* _WHAT TO WORK ON_:
Filter these entries down to the lines that hold the word "ring", and show each of them.

******

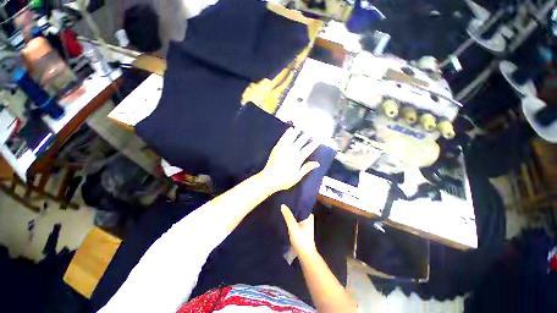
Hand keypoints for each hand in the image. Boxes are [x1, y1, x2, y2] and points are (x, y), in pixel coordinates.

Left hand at [258, 128, 319, 192]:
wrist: (269, 178)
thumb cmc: (285, 180)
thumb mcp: (298, 176)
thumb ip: (307, 168)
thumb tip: (317, 163)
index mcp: (298, 158)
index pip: (308, 149)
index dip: (314, 144)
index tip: (319, 139)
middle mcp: (292, 151)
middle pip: (300, 142)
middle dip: (306, 136)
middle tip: (310, 131)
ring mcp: (283, 148)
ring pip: (291, 138)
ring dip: (296, 132)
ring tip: (300, 127)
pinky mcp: (277, 147)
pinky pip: (283, 138)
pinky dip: (287, 133)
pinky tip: (289, 130)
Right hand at [281, 204, 316, 256]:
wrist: (305, 256)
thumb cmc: (301, 240)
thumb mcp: (293, 227)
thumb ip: (288, 216)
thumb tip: (283, 205)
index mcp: (309, 216)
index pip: (301, 205)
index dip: (294, 202)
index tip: (287, 198)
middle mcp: (307, 218)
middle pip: (298, 210)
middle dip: (291, 208)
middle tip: (282, 202)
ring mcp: (304, 224)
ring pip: (296, 215)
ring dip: (290, 214)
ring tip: (282, 208)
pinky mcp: (301, 229)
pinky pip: (295, 220)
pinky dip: (290, 219)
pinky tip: (284, 217)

******

* _TASK RESULT_:
ring mcp: (283, 148)
ring pip: (291, 138)
ring dip: (296, 132)
ring tip: (300, 127)
ring mcp: (304, 224)
ring pip: (296, 215)
ring dip: (290, 214)
ring tip: (282, 208)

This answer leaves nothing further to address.